▶ **What the task requires**
Of the entries that follow, how many lines hold the word "工业大道"? Reply with the number only.

=== Begin Enclosure ===

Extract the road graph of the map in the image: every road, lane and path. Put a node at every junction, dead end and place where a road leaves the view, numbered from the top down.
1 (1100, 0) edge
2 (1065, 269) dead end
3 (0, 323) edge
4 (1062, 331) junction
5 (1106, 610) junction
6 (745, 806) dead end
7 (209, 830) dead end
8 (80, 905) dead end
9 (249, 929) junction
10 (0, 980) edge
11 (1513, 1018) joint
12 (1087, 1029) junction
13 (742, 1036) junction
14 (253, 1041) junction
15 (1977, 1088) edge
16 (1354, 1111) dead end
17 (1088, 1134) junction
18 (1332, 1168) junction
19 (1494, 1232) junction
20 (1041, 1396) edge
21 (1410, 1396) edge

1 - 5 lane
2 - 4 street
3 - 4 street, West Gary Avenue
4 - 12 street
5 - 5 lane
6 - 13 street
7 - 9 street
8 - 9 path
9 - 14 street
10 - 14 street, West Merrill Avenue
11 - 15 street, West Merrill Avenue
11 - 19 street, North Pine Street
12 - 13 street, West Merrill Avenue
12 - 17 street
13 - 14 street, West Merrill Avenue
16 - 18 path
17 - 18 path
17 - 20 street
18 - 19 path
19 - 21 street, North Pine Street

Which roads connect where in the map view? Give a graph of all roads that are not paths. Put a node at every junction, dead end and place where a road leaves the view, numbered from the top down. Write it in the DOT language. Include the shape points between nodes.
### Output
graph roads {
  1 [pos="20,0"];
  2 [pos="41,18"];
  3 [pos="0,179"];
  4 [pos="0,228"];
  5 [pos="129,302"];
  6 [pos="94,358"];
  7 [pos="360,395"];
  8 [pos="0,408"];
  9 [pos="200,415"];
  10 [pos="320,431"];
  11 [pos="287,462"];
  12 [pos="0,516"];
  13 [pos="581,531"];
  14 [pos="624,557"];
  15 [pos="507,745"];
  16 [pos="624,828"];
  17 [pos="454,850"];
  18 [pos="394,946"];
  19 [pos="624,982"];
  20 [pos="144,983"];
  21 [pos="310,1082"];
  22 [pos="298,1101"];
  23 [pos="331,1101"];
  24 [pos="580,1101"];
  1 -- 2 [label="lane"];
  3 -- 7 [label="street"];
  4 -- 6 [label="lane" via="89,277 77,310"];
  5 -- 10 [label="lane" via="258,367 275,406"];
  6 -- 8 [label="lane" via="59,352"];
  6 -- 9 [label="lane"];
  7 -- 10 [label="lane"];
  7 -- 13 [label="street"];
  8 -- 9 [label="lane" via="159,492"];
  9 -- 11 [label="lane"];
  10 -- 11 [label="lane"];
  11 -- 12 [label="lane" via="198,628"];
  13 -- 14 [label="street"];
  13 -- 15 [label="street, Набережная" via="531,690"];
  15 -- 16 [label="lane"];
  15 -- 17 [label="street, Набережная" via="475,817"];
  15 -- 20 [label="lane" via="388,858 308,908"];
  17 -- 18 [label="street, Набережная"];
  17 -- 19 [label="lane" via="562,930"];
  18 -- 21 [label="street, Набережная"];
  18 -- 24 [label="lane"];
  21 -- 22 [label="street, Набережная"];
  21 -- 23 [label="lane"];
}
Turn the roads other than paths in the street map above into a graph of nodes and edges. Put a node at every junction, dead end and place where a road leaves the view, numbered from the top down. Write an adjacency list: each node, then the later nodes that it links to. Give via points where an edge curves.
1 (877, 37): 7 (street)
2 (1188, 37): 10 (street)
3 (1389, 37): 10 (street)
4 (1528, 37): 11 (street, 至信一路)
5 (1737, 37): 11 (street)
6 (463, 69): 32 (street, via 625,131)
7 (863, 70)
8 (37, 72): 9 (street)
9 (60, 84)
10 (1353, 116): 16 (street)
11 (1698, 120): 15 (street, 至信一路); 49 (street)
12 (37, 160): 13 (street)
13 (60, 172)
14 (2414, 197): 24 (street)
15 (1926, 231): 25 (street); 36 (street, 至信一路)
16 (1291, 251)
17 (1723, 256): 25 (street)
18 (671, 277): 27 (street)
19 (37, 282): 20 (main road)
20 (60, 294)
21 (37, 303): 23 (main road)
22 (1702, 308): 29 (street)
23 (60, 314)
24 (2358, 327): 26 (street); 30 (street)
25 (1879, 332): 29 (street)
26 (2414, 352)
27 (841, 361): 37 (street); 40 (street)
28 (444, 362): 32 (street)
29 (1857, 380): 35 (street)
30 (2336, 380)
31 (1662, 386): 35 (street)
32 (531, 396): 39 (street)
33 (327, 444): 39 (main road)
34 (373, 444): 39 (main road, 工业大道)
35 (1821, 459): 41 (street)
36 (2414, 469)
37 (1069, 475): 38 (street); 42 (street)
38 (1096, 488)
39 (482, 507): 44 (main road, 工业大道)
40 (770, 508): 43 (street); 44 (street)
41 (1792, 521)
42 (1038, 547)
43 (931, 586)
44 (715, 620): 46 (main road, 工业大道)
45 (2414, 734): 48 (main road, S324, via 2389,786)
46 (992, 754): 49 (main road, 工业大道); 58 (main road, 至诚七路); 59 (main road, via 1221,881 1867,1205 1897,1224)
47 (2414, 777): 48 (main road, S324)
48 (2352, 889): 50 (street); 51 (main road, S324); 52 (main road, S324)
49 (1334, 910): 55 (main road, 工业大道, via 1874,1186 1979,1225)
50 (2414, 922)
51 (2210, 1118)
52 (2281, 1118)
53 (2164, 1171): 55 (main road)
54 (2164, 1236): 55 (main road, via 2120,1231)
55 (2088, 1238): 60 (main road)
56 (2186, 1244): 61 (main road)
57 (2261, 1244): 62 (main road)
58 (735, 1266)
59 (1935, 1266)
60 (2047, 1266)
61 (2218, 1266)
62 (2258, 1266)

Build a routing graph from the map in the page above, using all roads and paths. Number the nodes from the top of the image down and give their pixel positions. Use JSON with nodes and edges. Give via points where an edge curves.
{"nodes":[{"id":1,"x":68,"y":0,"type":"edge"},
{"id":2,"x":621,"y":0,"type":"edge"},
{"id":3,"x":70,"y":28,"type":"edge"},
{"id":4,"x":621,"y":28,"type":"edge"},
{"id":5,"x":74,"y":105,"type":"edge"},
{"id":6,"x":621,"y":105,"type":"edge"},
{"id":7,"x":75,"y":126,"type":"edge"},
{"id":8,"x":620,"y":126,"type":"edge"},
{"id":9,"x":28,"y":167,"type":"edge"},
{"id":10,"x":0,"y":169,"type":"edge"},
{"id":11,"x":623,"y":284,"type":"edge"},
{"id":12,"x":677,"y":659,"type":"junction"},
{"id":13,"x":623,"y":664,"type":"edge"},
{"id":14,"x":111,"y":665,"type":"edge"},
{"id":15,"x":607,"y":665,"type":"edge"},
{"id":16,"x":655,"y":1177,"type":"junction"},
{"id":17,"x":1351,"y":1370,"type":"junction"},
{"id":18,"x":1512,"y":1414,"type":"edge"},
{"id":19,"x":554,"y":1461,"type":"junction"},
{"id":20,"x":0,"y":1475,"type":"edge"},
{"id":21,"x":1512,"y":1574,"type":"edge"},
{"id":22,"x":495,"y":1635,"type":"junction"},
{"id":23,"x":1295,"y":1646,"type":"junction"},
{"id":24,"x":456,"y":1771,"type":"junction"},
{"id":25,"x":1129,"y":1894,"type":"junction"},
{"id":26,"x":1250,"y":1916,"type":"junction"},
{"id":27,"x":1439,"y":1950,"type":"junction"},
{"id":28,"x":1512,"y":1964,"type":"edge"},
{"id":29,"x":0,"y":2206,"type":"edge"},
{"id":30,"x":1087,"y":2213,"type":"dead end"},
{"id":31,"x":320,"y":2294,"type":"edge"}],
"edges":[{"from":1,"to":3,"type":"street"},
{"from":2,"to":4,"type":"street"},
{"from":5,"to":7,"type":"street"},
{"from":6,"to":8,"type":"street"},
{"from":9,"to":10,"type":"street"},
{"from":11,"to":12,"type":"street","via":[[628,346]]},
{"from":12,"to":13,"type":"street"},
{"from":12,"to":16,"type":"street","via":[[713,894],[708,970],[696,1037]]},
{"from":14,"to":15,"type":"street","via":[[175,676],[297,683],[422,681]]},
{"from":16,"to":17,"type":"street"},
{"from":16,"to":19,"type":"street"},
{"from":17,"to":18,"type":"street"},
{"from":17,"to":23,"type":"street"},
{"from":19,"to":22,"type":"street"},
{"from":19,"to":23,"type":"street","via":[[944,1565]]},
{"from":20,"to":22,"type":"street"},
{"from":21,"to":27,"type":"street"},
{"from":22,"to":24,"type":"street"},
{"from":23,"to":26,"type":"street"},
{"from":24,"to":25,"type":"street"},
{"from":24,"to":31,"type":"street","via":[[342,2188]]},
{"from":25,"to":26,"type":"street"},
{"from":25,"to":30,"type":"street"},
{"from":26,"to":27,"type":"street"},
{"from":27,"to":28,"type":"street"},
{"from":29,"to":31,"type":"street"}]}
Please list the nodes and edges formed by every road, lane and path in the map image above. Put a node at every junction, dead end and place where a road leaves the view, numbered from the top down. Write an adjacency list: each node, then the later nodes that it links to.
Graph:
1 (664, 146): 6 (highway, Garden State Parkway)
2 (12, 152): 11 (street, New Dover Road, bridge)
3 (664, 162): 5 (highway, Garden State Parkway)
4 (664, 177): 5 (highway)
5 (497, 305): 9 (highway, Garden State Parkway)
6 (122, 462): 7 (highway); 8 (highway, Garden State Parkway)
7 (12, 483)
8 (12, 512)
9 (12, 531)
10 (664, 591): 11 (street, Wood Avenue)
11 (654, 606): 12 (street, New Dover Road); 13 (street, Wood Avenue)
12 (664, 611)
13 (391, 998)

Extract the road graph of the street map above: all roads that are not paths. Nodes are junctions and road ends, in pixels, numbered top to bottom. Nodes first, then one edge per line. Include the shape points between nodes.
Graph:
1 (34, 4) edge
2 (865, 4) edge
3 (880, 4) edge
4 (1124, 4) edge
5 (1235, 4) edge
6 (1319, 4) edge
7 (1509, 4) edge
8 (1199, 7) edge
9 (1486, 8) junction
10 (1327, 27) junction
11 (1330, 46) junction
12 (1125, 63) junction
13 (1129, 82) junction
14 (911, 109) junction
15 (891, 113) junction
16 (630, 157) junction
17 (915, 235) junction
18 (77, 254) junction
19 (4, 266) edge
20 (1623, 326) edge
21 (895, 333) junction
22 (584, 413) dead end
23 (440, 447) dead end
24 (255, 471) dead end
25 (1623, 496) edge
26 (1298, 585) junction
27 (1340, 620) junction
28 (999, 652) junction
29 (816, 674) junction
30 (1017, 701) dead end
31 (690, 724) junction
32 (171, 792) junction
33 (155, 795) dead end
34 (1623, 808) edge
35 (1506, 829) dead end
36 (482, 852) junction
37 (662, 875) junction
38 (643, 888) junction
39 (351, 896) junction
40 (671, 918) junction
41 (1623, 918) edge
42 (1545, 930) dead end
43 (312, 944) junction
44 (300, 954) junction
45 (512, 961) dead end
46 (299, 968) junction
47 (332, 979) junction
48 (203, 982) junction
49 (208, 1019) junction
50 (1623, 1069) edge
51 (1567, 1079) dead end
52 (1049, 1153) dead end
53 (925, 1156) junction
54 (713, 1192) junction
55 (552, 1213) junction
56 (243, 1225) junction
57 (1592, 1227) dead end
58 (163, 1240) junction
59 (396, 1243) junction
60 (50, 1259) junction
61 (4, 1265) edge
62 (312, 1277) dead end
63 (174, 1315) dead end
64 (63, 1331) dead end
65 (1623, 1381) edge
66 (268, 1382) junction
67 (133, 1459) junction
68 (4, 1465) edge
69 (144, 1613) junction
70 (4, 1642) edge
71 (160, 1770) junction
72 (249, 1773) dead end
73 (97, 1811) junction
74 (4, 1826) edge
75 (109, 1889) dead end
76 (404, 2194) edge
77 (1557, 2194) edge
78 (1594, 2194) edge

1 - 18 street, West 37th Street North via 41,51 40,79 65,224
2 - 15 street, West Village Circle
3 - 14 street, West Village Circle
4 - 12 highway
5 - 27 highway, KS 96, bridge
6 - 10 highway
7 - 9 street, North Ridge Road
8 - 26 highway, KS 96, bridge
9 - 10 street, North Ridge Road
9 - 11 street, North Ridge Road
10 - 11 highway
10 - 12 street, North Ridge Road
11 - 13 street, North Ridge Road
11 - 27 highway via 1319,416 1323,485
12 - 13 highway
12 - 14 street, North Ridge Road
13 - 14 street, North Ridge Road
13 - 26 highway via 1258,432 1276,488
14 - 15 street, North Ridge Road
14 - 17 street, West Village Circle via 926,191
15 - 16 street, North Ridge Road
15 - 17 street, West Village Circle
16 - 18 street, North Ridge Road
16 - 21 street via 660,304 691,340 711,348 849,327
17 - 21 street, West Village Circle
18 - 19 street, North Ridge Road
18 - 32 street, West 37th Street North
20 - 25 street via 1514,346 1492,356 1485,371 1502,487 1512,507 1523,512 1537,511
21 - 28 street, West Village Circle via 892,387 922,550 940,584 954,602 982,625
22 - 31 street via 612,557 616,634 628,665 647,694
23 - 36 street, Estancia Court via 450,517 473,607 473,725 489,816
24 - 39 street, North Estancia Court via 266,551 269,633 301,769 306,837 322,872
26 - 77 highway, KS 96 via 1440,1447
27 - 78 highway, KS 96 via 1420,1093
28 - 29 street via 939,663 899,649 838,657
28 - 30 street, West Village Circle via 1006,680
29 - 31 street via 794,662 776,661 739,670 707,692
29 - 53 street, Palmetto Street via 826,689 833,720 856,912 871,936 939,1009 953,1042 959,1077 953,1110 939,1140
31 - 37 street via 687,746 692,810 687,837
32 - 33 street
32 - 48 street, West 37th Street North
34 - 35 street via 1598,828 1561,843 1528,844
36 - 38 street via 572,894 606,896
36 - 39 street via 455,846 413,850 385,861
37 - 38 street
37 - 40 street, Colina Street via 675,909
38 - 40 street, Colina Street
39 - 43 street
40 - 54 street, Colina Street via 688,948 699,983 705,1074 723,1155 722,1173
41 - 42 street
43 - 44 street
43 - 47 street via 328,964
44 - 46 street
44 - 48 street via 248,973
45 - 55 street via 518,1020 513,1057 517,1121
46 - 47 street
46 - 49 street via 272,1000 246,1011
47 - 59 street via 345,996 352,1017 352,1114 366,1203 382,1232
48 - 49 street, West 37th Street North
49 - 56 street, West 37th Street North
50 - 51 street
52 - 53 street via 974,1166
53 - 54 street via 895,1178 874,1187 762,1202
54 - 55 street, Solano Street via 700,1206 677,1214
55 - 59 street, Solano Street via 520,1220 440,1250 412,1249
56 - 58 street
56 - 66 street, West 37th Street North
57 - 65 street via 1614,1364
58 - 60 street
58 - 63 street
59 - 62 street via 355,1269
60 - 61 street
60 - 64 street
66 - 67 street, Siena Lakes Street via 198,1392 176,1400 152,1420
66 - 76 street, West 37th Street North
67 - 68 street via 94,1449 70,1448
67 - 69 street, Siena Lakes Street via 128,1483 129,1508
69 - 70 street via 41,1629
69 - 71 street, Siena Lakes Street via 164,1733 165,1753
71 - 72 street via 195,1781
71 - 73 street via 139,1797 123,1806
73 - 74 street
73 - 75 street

=== End Enclosure ===

▶ **Output for this task**
5